The long climb started. Unsurprisingly, I slowed. Still passing a few people, but the climbers are going by at a steady rate. No Mark around. Top of that climb drops into singletrack descent where Bob Wood jumped around and dusted me all the way to the finish several years ago. But Mark is not in sight to pull that trick. I can treat the first lap as practice, then let some more hang out on the second lap. Up a little more, then down some. Around the back side, there is fast rolling fire road in the shade of the trees, and some rumbling overhead announces clouds moving in. Not using as much water as last year, maybe I won't even need the extra bottle?

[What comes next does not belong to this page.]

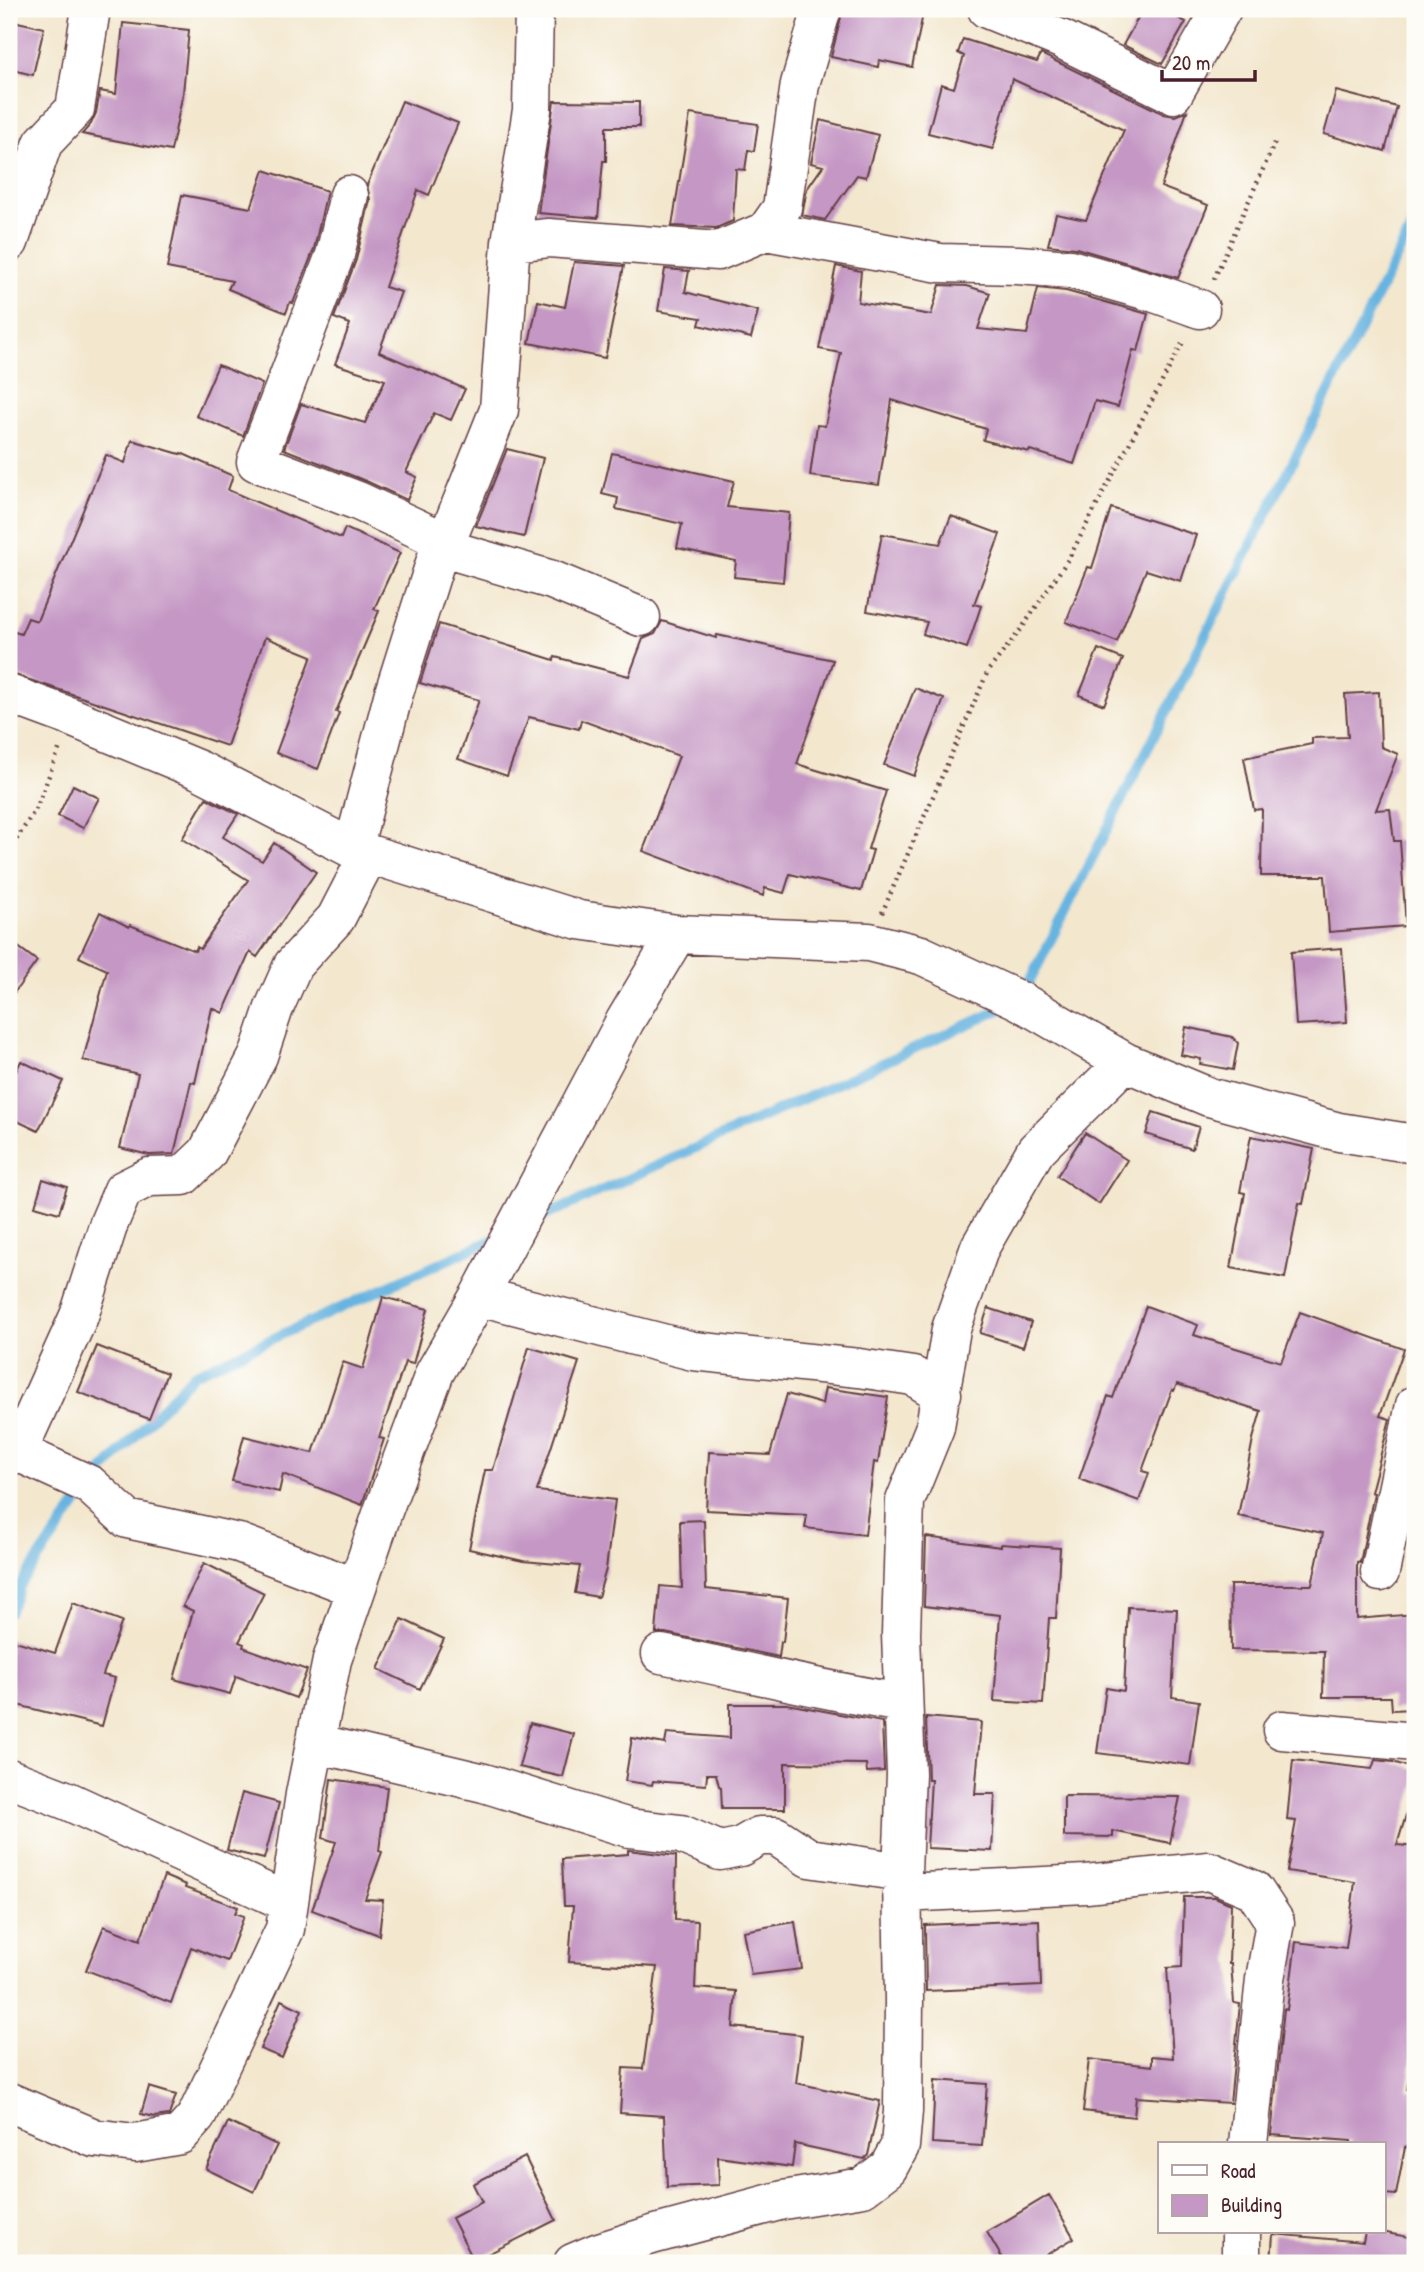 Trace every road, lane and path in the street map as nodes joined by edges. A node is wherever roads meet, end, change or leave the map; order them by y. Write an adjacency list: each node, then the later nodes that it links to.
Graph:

It feels like a pretty good day as I reel in several more individuals through the remainder of the first lap. Hammer down to the start/finish, pick up the convenient bottle handup and a PowerGel, and I'm on the second lap. Feeling pretty good, I don't think anyone passed me after the end of the big climb on the first lap (because all the better climbers are of course far ahead of me at that point). I continue to chase people down all the way up the climb, down the singletrack, around the fire road, back into the finish. After using the bottle, I still have about half the Camelbak left, so I probably could have made it without the extra bottle. Better to carry too much water than not enough - Brian from Poky lost his big bottle on the first lap so he was sipping from a little bottle the rest of his three laps.

Mark comes in 13 minutes later, so much for his not-gonna-beat-me-by-seven-minutes-again mumbling at the start. It was another good day, a fine Fourth of July. And another pair of too-small gloves won.

The Idaho Falls fireworks start just as I drive through town, and are still going for about ten minutes after I get home. Not as impressive as the River Festival's, but what can you do.